ENTRIES PROVIDED:

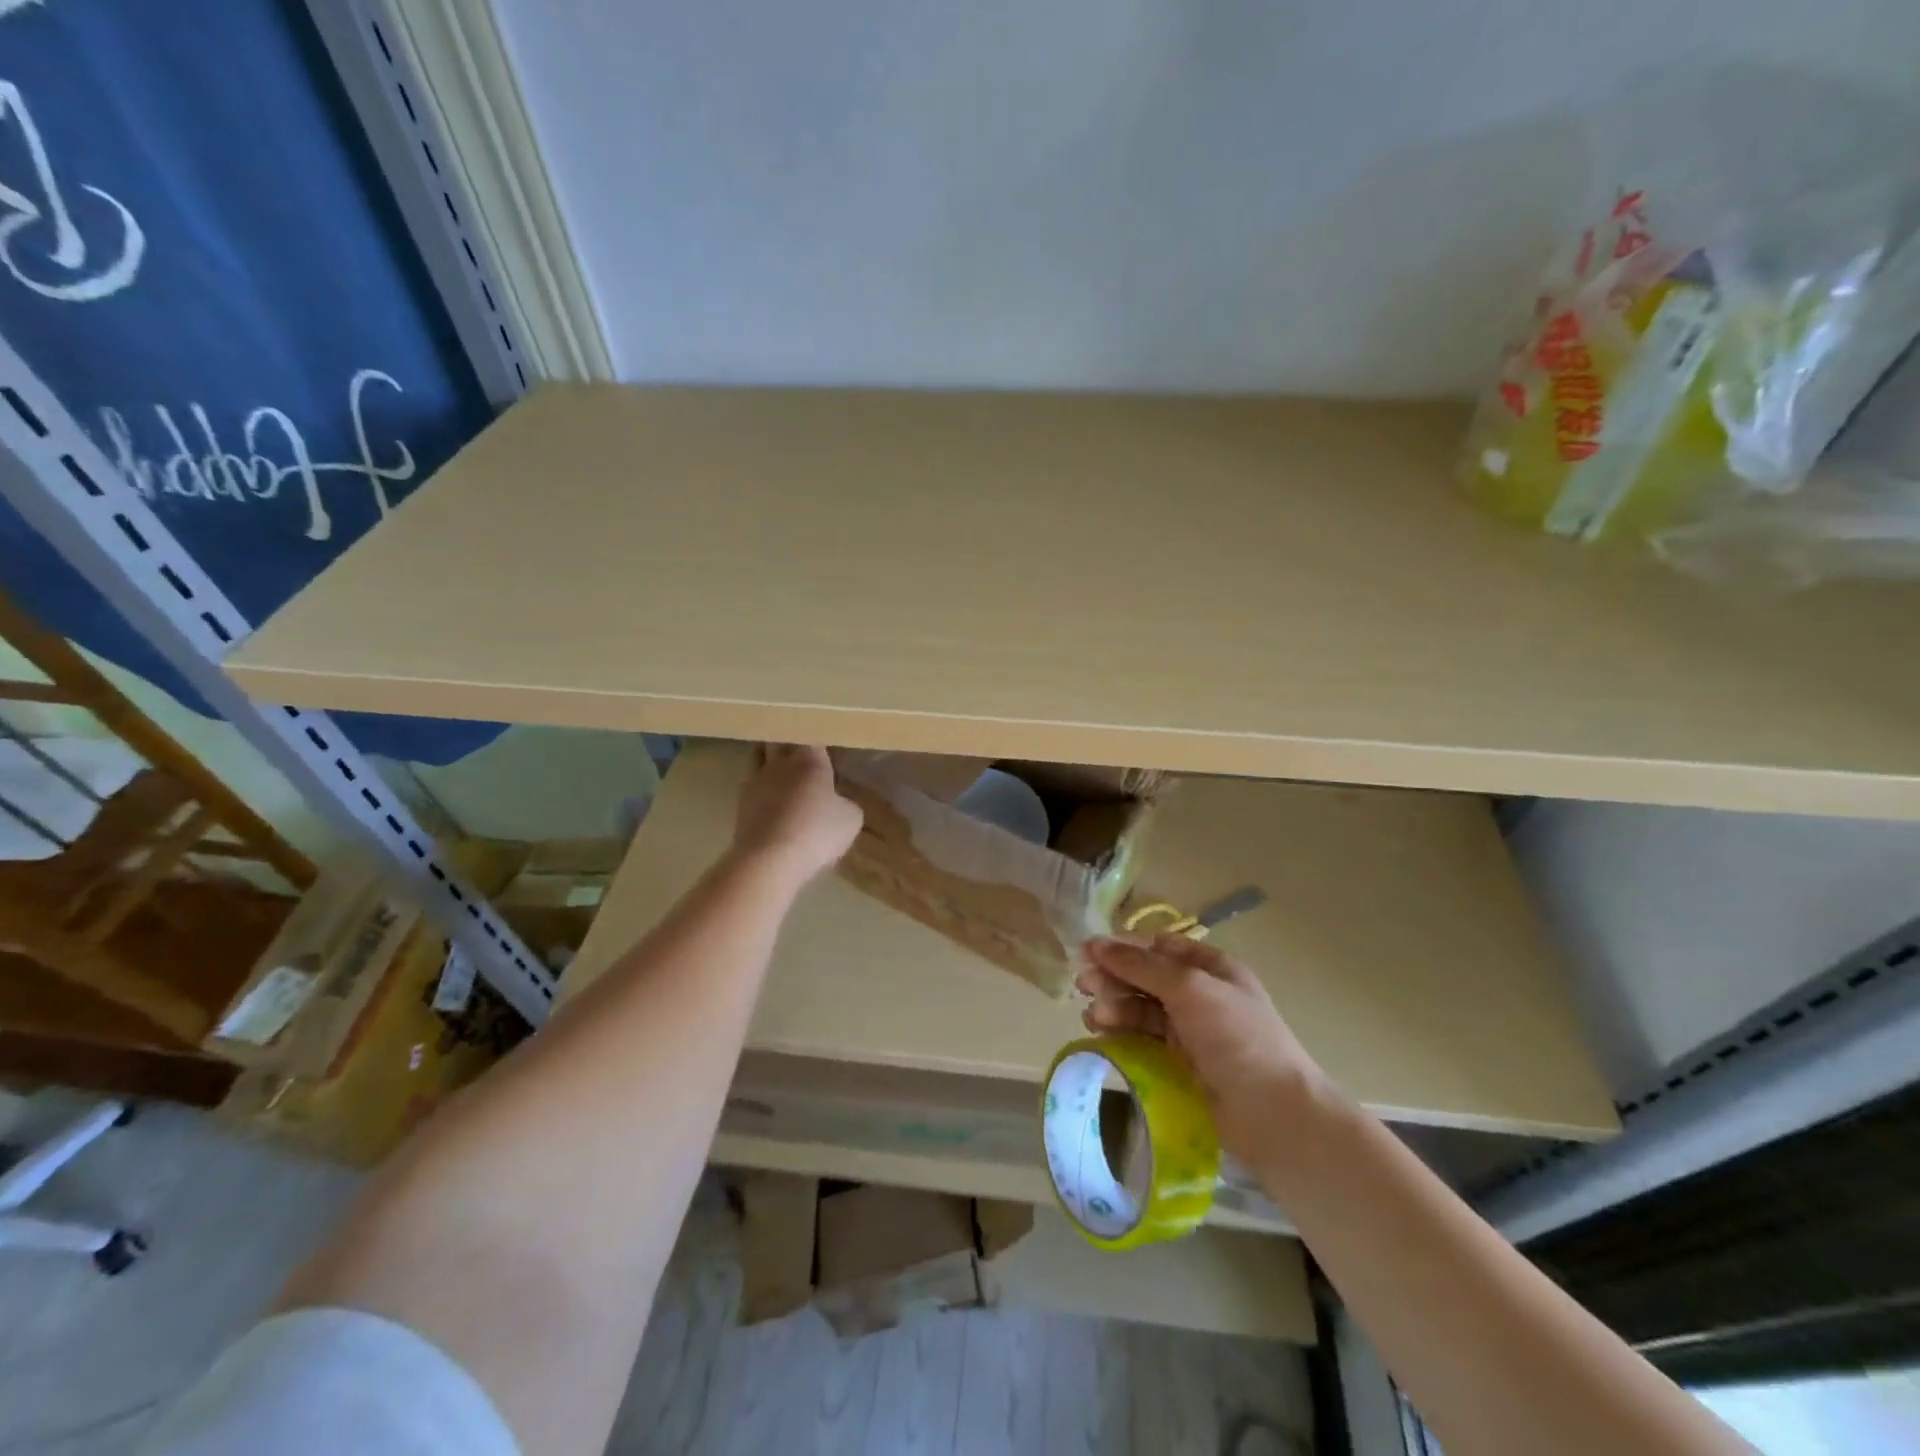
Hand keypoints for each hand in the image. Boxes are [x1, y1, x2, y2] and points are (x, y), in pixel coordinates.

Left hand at [732, 744, 862, 886]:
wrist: (770, 859)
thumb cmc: (817, 832)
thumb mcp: (851, 819)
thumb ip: (845, 803)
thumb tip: (837, 803)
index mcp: (810, 760)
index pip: (813, 737)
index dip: (819, 740)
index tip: (826, 747)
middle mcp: (780, 763)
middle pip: (779, 740)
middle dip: (788, 743)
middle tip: (800, 752)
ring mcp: (756, 782)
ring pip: (758, 758)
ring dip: (767, 759)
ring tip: (780, 771)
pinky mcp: (740, 805)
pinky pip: (752, 787)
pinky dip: (761, 790)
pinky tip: (770, 802)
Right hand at [1076, 933, 1333, 1163]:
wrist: (1273, 1115)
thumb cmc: (1236, 1037)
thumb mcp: (1189, 988)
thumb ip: (1140, 966)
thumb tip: (1095, 944)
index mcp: (1211, 967)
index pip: (1159, 946)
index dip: (1124, 947)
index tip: (1088, 953)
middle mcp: (1200, 994)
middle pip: (1146, 976)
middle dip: (1113, 977)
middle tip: (1082, 985)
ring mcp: (1190, 1030)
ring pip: (1141, 1008)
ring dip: (1114, 1005)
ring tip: (1094, 1016)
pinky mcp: (1179, 1064)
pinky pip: (1142, 1038)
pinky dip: (1121, 1032)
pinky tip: (1102, 1033)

PROBLEM:
Your answer should be the lines from the one containing "thumb ip: (845, 803)" to the end of the entries above, restated exactly and alone.

ANSWER TO THE PROBLEM:
thumb ip: (845, 803)
thumb tip: (837, 803)
index mcp: (810, 760)
index pip: (813, 737)
index dip: (819, 740)
index tip: (826, 747)
middle mcp: (780, 763)
middle pip: (779, 740)
middle dip: (788, 743)
middle tip: (800, 752)
ring mcp: (756, 782)
ring pip: (758, 758)
ring dip: (767, 759)
ring tip: (780, 771)
pinky mcp: (740, 805)
pinky pip: (752, 787)
pinky dip: (761, 790)
pinky tip: (770, 802)
Right hand at [1076, 933, 1333, 1163]:
wrist: (1273, 1115)
thumb cmc: (1236, 1037)
thumb mcp: (1189, 988)
thumb ip: (1140, 966)
thumb tip: (1095, 944)
index mcp: (1211, 967)
index pip: (1159, 946)
index dip: (1124, 947)
index tip: (1088, 953)
middle mcp: (1200, 994)
middle pip: (1146, 976)
middle dip: (1113, 977)
middle tip: (1082, 985)
ring mcp: (1190, 1030)
ring pip: (1141, 1008)
ring dip: (1114, 1005)
ring tip: (1094, 1016)
pinky mcp: (1179, 1064)
pinky pip: (1142, 1038)
pinky dip: (1121, 1032)
pinky tip: (1102, 1033)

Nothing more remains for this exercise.